44 See http://fedorahosted.org/elfutils/
45 Version 0.151 is recommended for i386 hosts probing prelinked programs.
46 (PR12141)
47
48 - On modern Fedora, install general optional build-requisites:
49 # yum-builddep systemtap
50 On modern Debian/Ubuntu, similarly:
51 # apt-get build-dep systemtap
52
53 - Download systemtap sources:
54 http://sourceware.org/systemtap/ftp/releases/
55 http://sourceware.org/systemtap/ftp/snapshots/
56 (or)
57 git clone git://sourceware.org/git/systemtap.git
58 (or) http://sourceware.org/git/systemtap.git
59
60 - Build systemtap normally:
61 % .../configure [other autoconf options]
62 Or, with build it with a bundled internal copy of elfutils:
63 % .../configure --with-elfutils=ELFUTILS-SOURCE-DIR [other autoconf options]
64 (Note that elfutils > 0.139 requires gcc > 4.0 or else the
65 appropriate elfutils-portability.patch. Ensure decompression
66 library headers/libraries are installed for elfutils' use.)
67
68 Consider configuring with "--enable-dejazilla" to automatically
69 contribute to our public test result database.
70
71 Consider configuring with "--prefix=DIRECTORY" to specify an
72 installation directory other than /usr/local. It can be an ordinary
73 personal directory.
74
75 % make all
76 # make install
77
78 To uninstall systemtap:
79 # make uninstall
80
81 - Run systemtap:
82
83 To run systemtap after installation, add $prefix/bin to your $PATH, or
84 refer to $prefix/bin/stap directly. If you keep your build tree
85 around, you can also use the "stap" binary there.
86
87 Some samples should be available under $prefix/share/doc/systemtap/examples.
88
89 For the normal linux-kernel-module based backend, run "stap" as
90 root. If desired, create "stapdev" and "stapusr" entries in
91 /etc/groups. Any users in "stapdev"+"stapusr" will be able to run
92 systemtap as if with root privileges. Users in "stapusr" only may
93 launch (with "staprun") pre-compiled probe modules (created by "stap
94 -p4 ...") that a system administrator copied under
95 /lib/modules/`uname -r`/systemtap. "stapusr" may also be permitted
96 to create arbitrary unprivileged systemtap scripts of their own.

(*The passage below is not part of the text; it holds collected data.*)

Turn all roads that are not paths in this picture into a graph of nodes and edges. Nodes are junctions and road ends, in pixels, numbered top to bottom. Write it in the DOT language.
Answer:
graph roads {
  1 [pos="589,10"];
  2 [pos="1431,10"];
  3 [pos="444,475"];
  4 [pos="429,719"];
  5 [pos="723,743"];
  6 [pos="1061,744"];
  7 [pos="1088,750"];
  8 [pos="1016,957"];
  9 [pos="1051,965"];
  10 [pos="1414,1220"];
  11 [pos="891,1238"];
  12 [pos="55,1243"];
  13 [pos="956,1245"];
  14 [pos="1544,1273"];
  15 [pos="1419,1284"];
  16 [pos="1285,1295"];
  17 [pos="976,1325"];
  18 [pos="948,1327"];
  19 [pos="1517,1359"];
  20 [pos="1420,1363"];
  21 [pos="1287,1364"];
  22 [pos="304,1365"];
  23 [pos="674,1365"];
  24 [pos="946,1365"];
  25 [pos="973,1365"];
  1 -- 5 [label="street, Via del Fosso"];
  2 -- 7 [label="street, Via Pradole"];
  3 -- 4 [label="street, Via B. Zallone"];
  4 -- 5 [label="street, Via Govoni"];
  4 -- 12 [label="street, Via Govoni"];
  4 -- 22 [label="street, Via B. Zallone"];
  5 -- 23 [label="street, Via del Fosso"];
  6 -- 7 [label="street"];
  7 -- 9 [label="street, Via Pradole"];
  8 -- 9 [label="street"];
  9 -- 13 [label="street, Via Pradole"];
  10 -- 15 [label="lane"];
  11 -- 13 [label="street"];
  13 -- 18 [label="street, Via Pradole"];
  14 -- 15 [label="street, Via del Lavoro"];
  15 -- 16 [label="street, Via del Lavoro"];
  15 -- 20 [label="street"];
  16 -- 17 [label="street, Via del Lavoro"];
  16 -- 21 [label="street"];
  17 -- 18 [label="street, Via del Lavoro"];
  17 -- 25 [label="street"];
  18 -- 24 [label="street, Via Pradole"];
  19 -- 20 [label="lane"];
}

97 See README.unprivileged for additional setup instructions.
98
99 To run a simple test.
100 # stap -v -e 'probe vfs.read {printf("read performed\n"); exit()}'
101
102 To run the full test suite from the build tree.
103 # make installcheck
104
105 For the prototype dyninst pure-userspace backend, run "stap" as any user.

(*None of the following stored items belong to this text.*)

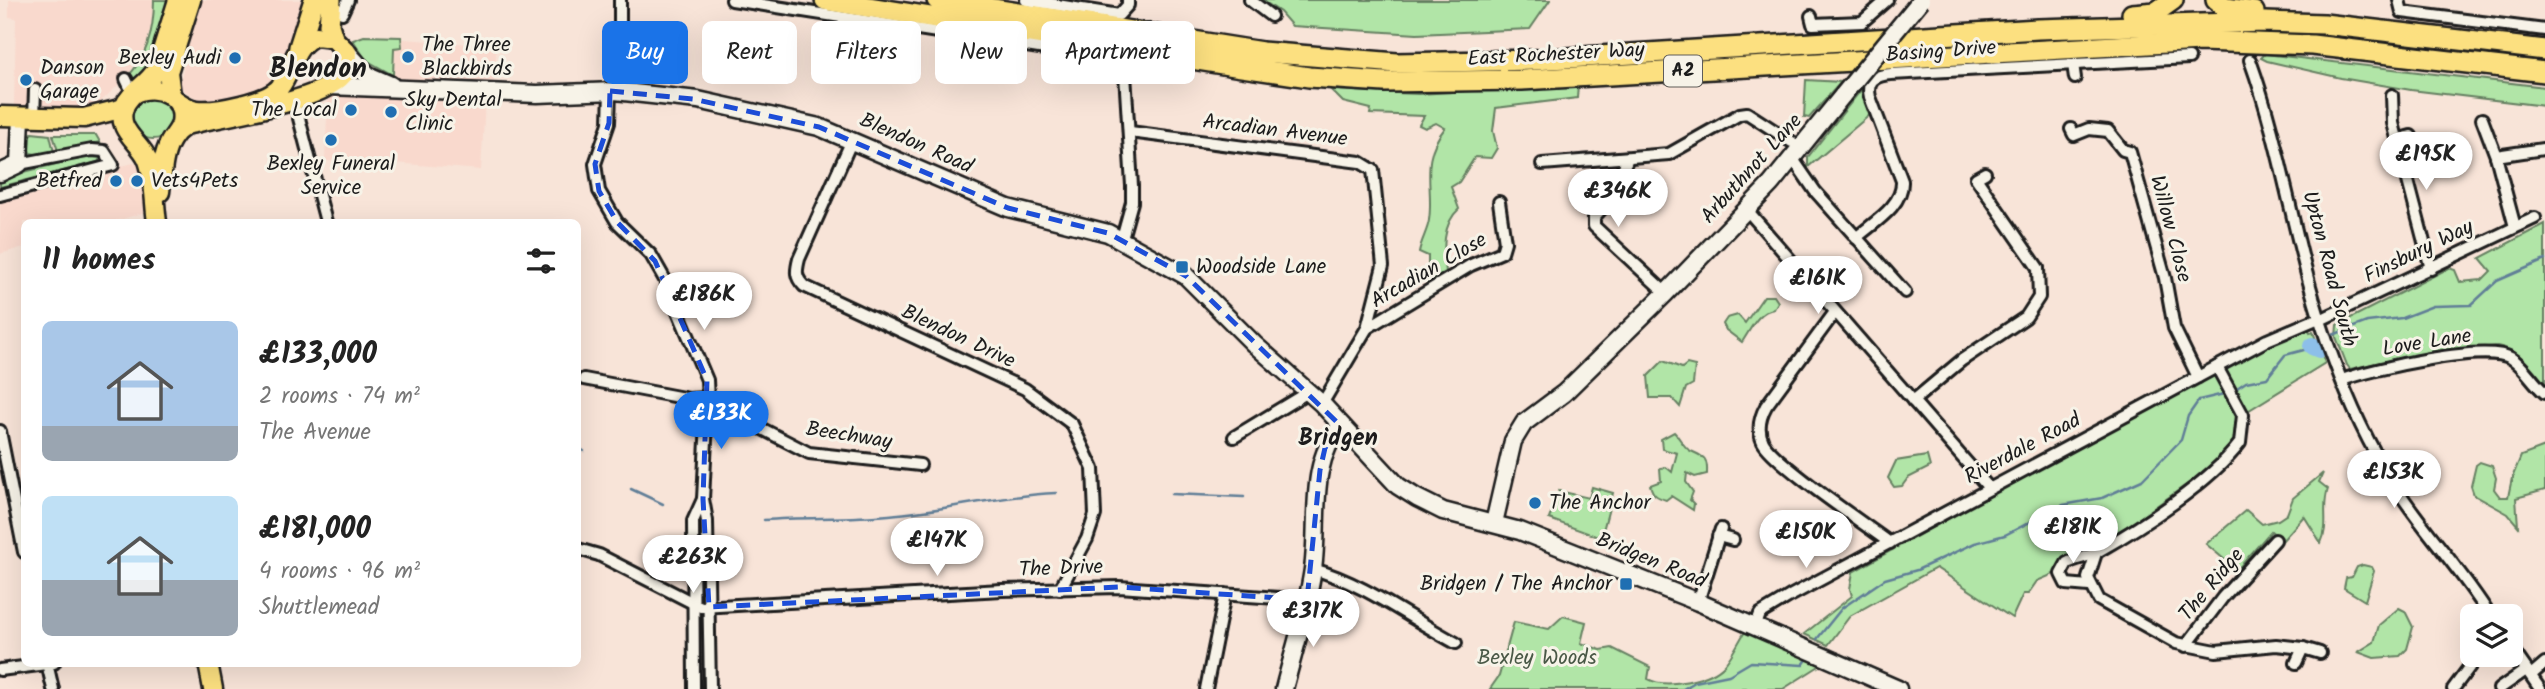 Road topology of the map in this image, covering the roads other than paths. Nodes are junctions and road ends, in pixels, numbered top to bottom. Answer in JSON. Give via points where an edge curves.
{"nodes":[{"id":1,"x":178,"y":0,"type":"edge"},
{"id":2,"x":191,"y":0,"type":"edge"},
{"id":3,"x":314,"y":0,"type":"edge"},
{"id":4,"x":348,"y":0,"type":"edge"},
{"id":5,"x":620,"y":0,"type":"edge"},
{"id":6,"x":732,"y":0,"type":"edge"},
{"id":7,"x":825,"y":0,"type":"edge"},
{"id":8,"x":937,"y":0,"type":"edge"},
{"id":9,"x":1026,"y":0,"type":"edge"},
{"id":10,"x":1128,"y":0,"type":"edge"},
{"id":11,"x":1250,"y":0,"type":"edge"},
{"id":12,"x":1887,"y":0,"type":"edge"},
{"id":13,"x":1921,"y":0,"type":"edge"},
{"id":14,"x":2173,"y":0,"type":"edge"},
{"id":15,"x":2217,"y":0,"type":"edge"},
{"id":16,"x":2399,"y":0,"type":"edge"},
{"id":17,"x":337,"y":6,"type":"edge"},
{"id":18,"x":1271,"y":16,"type":"dead end"},
{"id":19,"x":1811,"y":16,"type":"dead end"},
{"id":20,"x":2038,"y":29,"type":"junction"},
{"id":21,"x":2545,"y":30,"type":"edge"},
{"id":22,"x":2432,"y":36,"type":"junction"},
{"id":23,"x":340,"y":45,"type":"junction"},
{"id":24,"x":2545,"y":50,"type":"edge"},
{"id":25,"x":297,"y":53,"type":"junction"},
{"id":26,"x":2189,"y":58,"type":"dead end"},
{"id":27,"x":2250,"y":60,"type":"dead end"},
{"id":28,"x":2073,"y":64,"type":"junction"},
{"id":29,"x":2545,"y":72,"type":"edge"},
{"id":30,"x":2075,"y":78,"type":"dead end"},
{"id":31,"x":325,"y":86,"type":"junction"},
{"id":32,"x":399,"y":88,"type":"junction"},
{"id":33,"x":35,"y":90,"type":"dead end"},
{"id":34,"x":612,"y":91,"type":"junction"},
{"id":35,"x":130,"y":93,"type":"junction"},
{"id":36,"x":2392,"y":94,"type":"dead end"},
{"id":37,"x":174,"y":98,"type":"junction"},
{"id":38,"x":294,"y":99,"type":"junction"},
{"id":39,"x":0,"y":116,"type":"edge"},
{"id":40,"x":27,"y":117,"type":"junction"},
{"id":41,"x":84,"y":118,"type":"junction"},
{"id":42,"x":2482,"y":119,"type":"dead end"},
{"id":43,"x":1130,"y":132,"type":"junction"},
{"id":44,"x":2074,"y":135,"type":"dead end"},
{"id":45,"x":174,"y":136,"type":"junction"},
{"id":46,"x":2411,"y":136,"type":"dead end"},
{"id":47,"x":132,"y":138,"type":"junction"},
{"id":48,"x":852,"y":140,"type":"junction"},
{"id":49,"x":2397,"y":140,"type":"junction"},
{"id":50,"x":1792,"y":142,"type":"dead end"},
{"id":51,"x":2543,"y":149,"type":"dead end"},
{"id":52,"x":2497,"y":156,"type":"junction"},
{"id":53,"x":1628,"y":158,"type":"junction"},
{"id":54,"x":1793,"y":159,"type":"junction"},
{"id":55,"x":19,"y":164,"type":"junction"},
{"id":56,"x":1542,"y":164,"type":"dead end"},
{"id":57,"x":0,"y":173,"type":"edge"},
{"id":58,"x":1976,"y":178,"type":"dead end"},
{"id":59,"x":0,"y":195,"type":"edge"},
{"id":60,"x":1499,"y":202,"type":"dead end"},
{"id":61,"x":1747,"y":210,"type":"junction"},
{"id":62,"x":2535,"y":218,"type":"dead end"},
{"id":63,"x":157,"y":219,"type":"edge"},
{"id":64,"x":157,"y":219,"type":"edge"},
{"id":65,"x":325,"y":219,"type":"edge"},
{"id":66,"x":2515,"y":227,"type":"junction"},
{"id":67,"x":1122,"y":238,"type":"junction"},
{"id":68,"x":1856,"y":238,"type":"junction"},
{"id":69,"x":2431,"y":269,"type":"junction"},
{"id":70,"x":1905,"y":292,"type":"dead end"},
{"id":71,"x":1666,"y":293,"type":"junction"},
{"id":72,"x":1835,"y":312,"type":"junction"},
{"id":73,"x":2319,"y":319,"type":"junction"},
{"id":74,"x":1367,"y":328,"type":"junction"},
{"id":75,"x":2217,"y":367,"type":"junction"},
{"id":76,"x":2198,"y":377,"type":"junction"},
{"id":77,"x":584,"y":379,"type":"dead end"},
{"id":78,"x":2342,"y":380,"type":"junction"},
{"id":79,"x":1308,"y":392,"type":"junction"},
{"id":80,"x":2545,"y":393,"type":"edge"},
{"id":81,"x":708,"y":400,"type":"junction"},
{"id":82,"x":1913,"y":401,"type":"junction"},
{"id":83,"x":1322,"y":404,"type":"junction"},
{"id":84,"x":1341,"y":426,"type":"junction"},
{"id":85,"x":0,"y":431,"type":"edge"},
{"id":86,"x":1234,"y":437,"type":"dead end"},
{"id":87,"x":920,"y":465,"type":"dead end"},
{"id":88,"x":1989,"y":488,"type":"junction"},
{"id":89,"x":703,"y":499,"type":"junction"},
{"id":90,"x":1494,"y":523,"type":"junction"},
{"id":91,"x":21,"y":537,"type":"edge"},
{"id":92,"x":1733,"y":540,"type":"dead end"},
{"id":93,"x":1890,"y":543,"type":"junction"},
{"id":94,"x":2272,"y":548,"type":"dead end"},
{"id":95,"x":581,"y":550,"type":"edge"},
{"id":96,"x":2096,"y":553,"type":"junction"},
{"id":97,"x":1313,"y":569,"type":"junction"},
{"id":98,"x":2090,"y":586,"type":"junction"},
{"id":99,"x":1060,"y":589,"type":"junction"},
{"id":100,"x":1225,"y":594,"type":"junction"},
{"id":101,"x":1307,"y":600,"type":"junction"},
{"id":102,"x":1698,"y":602,"type":"junction"},
{"id":103,"x":694,"y":604,"type":"junction"},
{"id":104,"x":2481,"y":604,"type":"edge"},
{"id":105,"x":709,"y":607,"type":"junction"},
{"id":106,"x":1756,"y":625,"type":"junction"},
{"id":107,"x":1456,"y":643,"type":"dead end"},
{"id":108,"x":2186,"y":646,"type":"junction"},
{"id":109,"x":2303,"y":648,"type":"junction"},
{"id":110,"x":2320,"y":653,"type":"dead end"},
{"id":111,"x":2296,"y":663,"type":"dead end"},
{"id":112,"x":2545,"y":663,"type":"edge"},
{"id":113,"x":2523,"y":665,"type":"edge"},
{"id":114,"x":25,"y":667,"type":"edge"},
{"id":115,"x":50,"y":667,"type":"edge"},
{"id":116,"x":209,"y":667,"type":"edge"},
{"id":117,"x":2469,"y":667,"type":"edge"},
{"id":118,"x":0,"y":670,"type":"edge"},
{"id":119,"x":2528,"y":673,"type":"junction"},
{"id":120,"x":53,"y":689,"type":"edge"},
{"id":121,"x":213,"y":689,"type":"edge"},
{"id":122,"x":695,"y":689,"type":"edge"},
{"id":123,"x":710,"y":689,"type":"edge"},
{"id":124,"x":1206,"y":689,"type":"edge"},
{"id":125,"x":1284,"y":689,"type":"edge"},
{"id":126,"x":1898,"y":689,"type":"edge"},
{"id":127,"x":2453,"y":689,"type":"edge"},
{"id":128,"x":2499,"y":689,"type":"edge"},
{"id":129,"x":2540,"y":689,"type":"edge"}],
"edges":[{"from":1,"to":35,"type":"main road","via":[[156,70]]},
{"from":2,"to":37,"type":"main road","via":[[168,72]]},
{"from":3,"to":25,"type":"highway"},
{"from":4,"to":17,"type":"street"},
{"from":5,"to":34,"type":"street","via":[[620,61]]},
{"from":6,"to":43,"type":"street","via":[[1114,61],[1125,74]]},
{"from":7,"to":29,"type":"highway","name":"East Rochester Way","number":"A2","via":[[1309,77],[1384,82],[1522,80],[2201,41],[2312,45]]},
{"from":8,"to":20,"type":"highway","name":"East Rochester Way","number":"A2","via":[[1262,52],[1397,63],[1534,60]]},
{"from":9,"to":10,"type":"street","via":[[1119,15]]},
{"from":11,"to":18,"type":"street"},
{"from":12,"to":19,"type":"street","via":[[1862,22],[1813,24]]},
{"from":13,"to":54,"type":"main road","name":"Arbuthnot Lane","bridge":true},
{"from":14,"to":20,"type":"highway","number":"A2","via":[[2156,12],[2072,18]]},
{"from":15,"to":22,"type":"highway","number":"A2","via":[[2239,12],[2347,15],[2391,22]]},
{"from":16,"to":21,"type":"street","via":[[2402,12]]},
{"from":17,"to":23,"type":"highway","via":[[329,25]]},
{"from":20,"to":22,"type":"highway","name":"East Rochester Way","number":"A2","via":[[2265,22]]},
{"from":22,"to":24,"type":"highway","name":"East Rochester Way","number":"A2"},
{"from":23,"to":25,"type":"main road","via":[[316,36]]},
{"from":23,"to":31,"type":"main road","via":[[345,71]]},
{"from":23,"to":32,"type":"main road","name":"Blendon Road","via":[[368,75]]},
{"from":25,"to":31,"type":"main road","via":[[299,76],[313,86]]},
{"from":25,"to":37,"type":"main road","via":[[276,91],[255,101],[198,110]]},
{"from":26,"to":28,"type":"street","name":"Basing Drive"},
{"from":27,"to":73,"type":"street","name":"Upton Road South","via":[[2278,145]]},
{"from":28,"to":30,"type":"street"},
{"from":28,"to":68,"type":"street","name":"Basing Drive","via":[[1874,77],[1870,97],[1902,190],[1899,200]]},
{"from":31,"to":32,"type":"main road","name":"Blendon Road"},
{"from":31,"to":38,"type":"main road","name":"Blendon Road"},
{"from":32,"to":34,"type":"main road","name":"Blendon Road","via":[[524,94]]},
{"from":33,"to":40,"type":"street"},
{"from":34,"to":48,"type":"main road","name":"Blendon Road","via":[[730,106]]},
{"from":34,"to":81,"type":"street","via":[[609,123],[595,164],[599,191],[612,216],[651,255],[664,278],[707,380]]},
{"from":35,"to":37,"type":"main road","via":[[155,88]]},
{"from":35,"to":41,"type":"main road"},
{"from":35,"to":47,"type":"main road","via":[[123,125]]},
{"from":36,"to":49,"type":"street"},
{"from":37,"to":45,"type":"main road","via":[[181,116]]},
{"from":38,"to":45,"type":"main road","name":"Blendon Road","via":[[186,125]]},
{"from":38,"to":65,"type":"street"},
{"from":39,"to":40,"type":"main road"},
{"from":40,"to":41,"type":"main road"},
{"from":40,"to":55,"type":"main road"},
{"from":41,"to":47,"type":"main road"},
{"from":42,"to":52,"type":"street"},
{"from":43,"to":67,"type":"street","via":[[1132,202]]},
{"from":43,"to":74,"type":"street","name":"Arcadian Avenue","via":[[1367,165],[1375,182],[1384,256]]},
{"from":44,"to":76,"type":"street","name":"Willow Close","via":[[2102,129],[2130,152],[2174,328]]},
{"from":45,"to":47,"type":"main road","via":[[154,147]]},
{"from":45,"to":64,"type":"main road","via":[[165,155]]},
{"from":46,"to":49,"type":"street"},
{"from":47,"to":63,"type":"main road","via":[[149,165]]},
{"from":48,"to":67,"type":"main road","name":"Blendon Road","via":[[1007,208]]},
{"from":48,"to":99,"type":"street","name":"Blendon Drive","via":[[799,259],[798,280],[1025,389],[1072,424],[1093,469],[1095,515]]},
{"from":49,"to":69,"type":"street"},
{"from":50,"to":53,"type":"street","via":[[1747,113],[1675,153]]},
{"from":51,"to":52,"type":"street"},
{"from":52,"to":66,"type":"street"},
{"from":53,"to":56,"type":"street"},
{"from":53,"to":71,"type":"street","via":[[1608,202],[1594,217],[1594,226]]},
{"from":54,"to":61,"type":"main road","name":"Arbuthnot Lane"},
{"from":54,"to":68,"type":"street"},
{"from":55,"to":57,"type":"main road"},
{"from":55,"to":59,"type":"street","via":[[92,150],[104,151],[113,164]]},
{"from":58,"to":82,"type":"street","via":[[2038,268],[2040,294],[2026,317],[1962,360]]},
{"from":60,"to":74,"type":"street","name":"Arcadian Close","via":[[1505,242],[1502,252]]},
{"from":61,"to":71,"type":"main road","name":"Arbuthnot Lane"},
{"from":61,"to":72,"type":"street"},
{"from":62,"to":66,"type":"street","name":"Finsbury Way"},
{"from":66,"to":69,"type":"street","name":"Finsbury Way"},
{"from":67,"to":79,"type":"main road","name":"Blendon Road","via":[[1186,276]]},
{"from":68,"to":70,"type":"street"},
{"from":69,"to":73,"type":"street","name":"Finsbury Way"},
{"from":71,"to":90,"type":"main road","name":"Arbuthnot Lane","via":[[1564,393],[1524,423],[1513,441]]},
{"from":72,"to":82,"type":"street"},
{"from":72,"to":93,"type":"street","via":[[1766,405],[1760,420],[1761,437],[1776,457]]},
{"from":73,"to":75,"type":"street","name":"Riverdale Road"},
{"from":73,"to":78,"type":"street","name":"Upton Road South"},
{"from":74,"to":83,"type":"street","name":"Arcadian Avenue"},
{"from":75,"to":76,"type":"street","name":"Riverdale Road"},
{"from":75,"to":96,"type":"street","via":[[2243,415],[2244,429],[2235,449],[2171,503]]},
{"from":76,"to":88,"type":"street","name":"Riverdale Road"},
{"from":77,"to":81,"type":"street"},
{"from":78,"to":80,"type":"street","name":"Love Lane","via":[[2415,362],[2490,353],[2510,357]]},
{"from":78,"to":104,"type":"street","name":"Upton Road South","via":[[2393,483]]},
{"from":79,"to":83,"type":"main road","name":"Blendon Road"},
{"from":79,"to":86,"type":"street"},
{"from":81,"to":87,"type":"street","name":"Beechway","via":[[809,453]]},
{"from":81,"to":89,"type":"street"},
{"from":82,"to":88,"type":"street"},
{"from":83,"to":84,"type":"main road","name":"Blendon Road"},
{"from":84,"to":90,"type":"main road","name":"Bridgen Road","via":[[1398,486],[1443,511]]},
{"from":84,"to":97,"type":"main road","via":[[1326,447],[1320,470]]},
{"from":85,"to":91,"type":"street"},
{"from":88,"to":93,"type":"street","name":"Riverdale Road"},
{"from":89,"to":103,"type":"street","via":[[694,521]]},
{"from":89,"to":105,"type":"street"},
{"from":90,"to":102,"type":"main road","name":"Bridgen Road"},
{"from":92,"to":102,"type":"street","via":[[1719,532]]},
{"from":93,"to":106,"type":"street","name":"Riverdale Road","via":[[1760,614]]},
{"from":94,"to":108,"type":"street","name":"The Ridge","via":[[2223,597]]},
{"from":95,"to":103,"type":"street","name":"The Drive"},
{"from":96,"to":98,"type":"street","via":[[2089,570]]},
{"from":96,"to":98,"type":"street","via":[[2067,563],[2061,574],[2072,587]]},
{"from":97,"to":101,"type":"main road"},
{"from":97,"to":107,"type":"street","via":[[1347,579]]},
{"from":98,"to":108,"type":"street","via":[[2108,606]]},
{"from":99,"to":100,"type":"street","name":"The Drive","via":[[1145,587]]},
{"from":99,"to":105,"type":"street","name":"The Drive"},
{"from":100,"to":101,"type":"street","name":"The Drive"},
{"from":100,"to":124,"type":"street"},
{"from":101,"to":125,"type":"main road"},
{"from":102,"to":106,"type":"main road","name":"Bridgen Road"},
{"from":103,"to":105,"type":"street","name":"The Drive"},
{"from":103,"to":122,"type":"street"},
{"from":105,"to":123,"type":"street"},
{"from":106,"to":126,"type":"main road","name":"Bridgen Road"},
{"from":108,"to":109,"type":"street","via":[[2216,651],[2276,645]]},
{"from":109,"to":110,"type":"street"},
{"from":109,"to":111,"type":"street"},
{"from":112,"to":119,"type":"street"},
{"from":113,"to":119,"type":"street"},
{"from":114,"to":118,"type":"street"},
{"from":115,"to":120,"type":"street"},
{"from":116,"to":121,"type":"main road"},
{"from":117,"to":127,"type":"street"},
{"from":119,"to":128,"type":"street"},
{"from":119,"to":129,"type":"street"}]}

106 % stap --runtime=dyninst -e 'probe process.function("*") {
107 println(pn(), ":", $$parms) }' -c 'ls'
108
109
110 Tips:
111
112 - By default, systemtap looks for the debug info in these locations:
113 /boot/vmlinux-`uname -r`
114 /usr/lib/debug/lib/modules/`uname -r`/vmlinux
115 /lib/modules/`uname -r`/vmlinux
116 /lib/modules/`uname -r`/build/vmlinux
117
118
119 Building a kernel.org kernel:
120
121 - Consider applying the utrace kernel patches, if you wish to probe
122 user-space applications. http://sourceware.org/systemtap/wiki/utrace
123 Or if your kernel is near 3.5, apply the uprobes and related patches
124 (see NEWS). Or if your kernel is >= 3.5, enjoy the built-in uprobes.
125
126 - Build the kernel using your normal procedures. Enable
127 CONFIG_DEBUG_INFO, CONFIG_KPROBES, CONFIG_RELAY, CONFIG_DEBUG_FS,
128 CONFIG_MODULES, CONFIG_MODULE_UNLOAD, CONFIG_UTRACE if able
129 - % make modules_install install headers_install
130 - Boot into the kernel.
131
132 - If you wish to leave the kernel build tree in place, simply run
133 % stap -r /path/to/kernel/build/tree [...]
134 You're done.
135
136 - Or else, if you wish to install the kernel build/debuginfo data into
137 a place where systemtap will find it without the "-r" option:
138 % ln -s /path/to/kernel/build/tree /lib/modules/RELEASE/build
139
140 - Instead of using the "-r" option, you can also use the environment
141 variable SYSTEMTAP_RELEASE to direct systemtap to the kernel data.